Für die nicht-dystrophische Myotonie gab es lange keine standardisierte Behandlung. Im Jahr 2010 wurde Mexiletin in Frankreich auf der Grundlage einer Literaturrecherche für die Behandlung einer Myotonie zugelassen, klinische Studien gab es zu diesem Zeitpunkt nur sehr wenige. Vicard et al. untersuchten im Auftrag der französischen Gesundheitsbehörde die Wirksamkeit und Sicherheit von Mexiletin zur Therapie der nicht-dystrophischen Myotonie.
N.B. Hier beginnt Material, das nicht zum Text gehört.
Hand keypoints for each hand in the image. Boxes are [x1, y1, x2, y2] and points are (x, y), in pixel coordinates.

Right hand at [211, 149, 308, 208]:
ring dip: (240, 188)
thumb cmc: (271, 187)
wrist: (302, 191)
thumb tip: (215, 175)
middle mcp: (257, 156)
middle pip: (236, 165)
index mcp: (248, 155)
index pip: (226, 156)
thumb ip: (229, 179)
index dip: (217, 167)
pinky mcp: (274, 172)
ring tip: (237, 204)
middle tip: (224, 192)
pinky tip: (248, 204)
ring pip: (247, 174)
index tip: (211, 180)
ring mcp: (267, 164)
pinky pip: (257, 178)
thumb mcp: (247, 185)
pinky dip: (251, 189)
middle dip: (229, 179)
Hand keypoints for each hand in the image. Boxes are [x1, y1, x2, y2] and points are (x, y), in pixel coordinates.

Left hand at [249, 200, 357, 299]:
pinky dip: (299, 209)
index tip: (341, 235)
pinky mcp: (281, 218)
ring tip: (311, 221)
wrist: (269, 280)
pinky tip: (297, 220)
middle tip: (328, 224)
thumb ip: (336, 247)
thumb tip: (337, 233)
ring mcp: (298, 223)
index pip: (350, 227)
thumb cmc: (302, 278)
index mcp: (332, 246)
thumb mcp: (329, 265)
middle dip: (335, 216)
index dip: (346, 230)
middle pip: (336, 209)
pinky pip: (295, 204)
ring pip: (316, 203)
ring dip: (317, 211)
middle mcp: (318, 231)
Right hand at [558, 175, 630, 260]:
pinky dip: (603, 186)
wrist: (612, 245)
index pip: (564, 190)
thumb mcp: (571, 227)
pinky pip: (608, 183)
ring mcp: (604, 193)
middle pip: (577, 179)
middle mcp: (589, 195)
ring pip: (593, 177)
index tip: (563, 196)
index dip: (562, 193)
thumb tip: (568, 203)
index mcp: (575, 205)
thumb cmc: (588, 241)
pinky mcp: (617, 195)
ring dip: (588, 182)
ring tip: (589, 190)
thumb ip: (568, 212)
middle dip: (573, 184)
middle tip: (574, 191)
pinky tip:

Eine Therapie mittels Mexiletin verbesserte in vorliegender Studie die Muskelsteifheit und die Lebensqualität von Patienten mit nicht-dystrophischer Myotonie signifikant. Die Patienten vertrugen das Medikament während der 18-tägigen Behandlungsdauer gut. Mit der MYOMEX-Studie führten die Wissenschaftler aus Frankreich eine multizentrische, doppelblinde, placebokontrollierte Crossover-Studie durch, in die sie Patienten mit einem Alter zwischen 18-65 Jahren einschlossen, die an einer genetisch nachgewiesenen Myotonia congenita (MC) oder Paramyotonia congenita (PC) litten. Patienten mit Erkrankungen, die die Muskelfunktion beeinträchtigen (z.B. Infektion, Trauma, Fraktur), einer Kontraindikation für Mexiletin, außerdem Patienten, die Medikamente einnahmen, die die Muskelfunktion beeinträchtigen konnten (Diuretika, Antiepileptika wie Natriumkanalblocker, Antiarrhythmika, Kortikosteroide und Betablocker), mit Allergie gegen Mexiletin und Frauen im gebärfähigen Alter ohne Verhütung schlossen die Forscher von einer Studienteilnahme aus. Die Forscher randomisierten die Patienten 1:1 in 2 Gruppen; eine Gruppe erhielt eine Behandlung mit Mexiletin, die zweite Gruppe erhielt ein Placebo. Die Ärzte gaben zu Beginn eine Mexiletin-Dosis von 200 mg/Tag und erhöhten diese alle 3 Tage um weitere 200 mg, bis innerhalb einer Woche eine maximale Dosis von 600 mg/Tag erreicht war. Die Wissenschaftler erhoben zu Studienbeginn demographische Daten und führten eine medizinische Anamnese mit Blut- und Herzuntersuchungen durch. Zu verschiedenen Zeitpunkten während des 18-tägigen Studienzeitraumes gaben die Patienten auf einer 100-mm-visuellen Analogskala (VAS) den Schweregrad der Muskelsteifheit an („keinerlei Steifheit“: 0 mm, „schlimmstmögliche Steifheit“: 100 mm). Zusätzlich zur Muskelsteifheit, dem primären Endpunkt, erhoben die Forscher Daten zu zahlreichen sekundären Endpunkten und zum Auftreten unerwünschter Ereignisse.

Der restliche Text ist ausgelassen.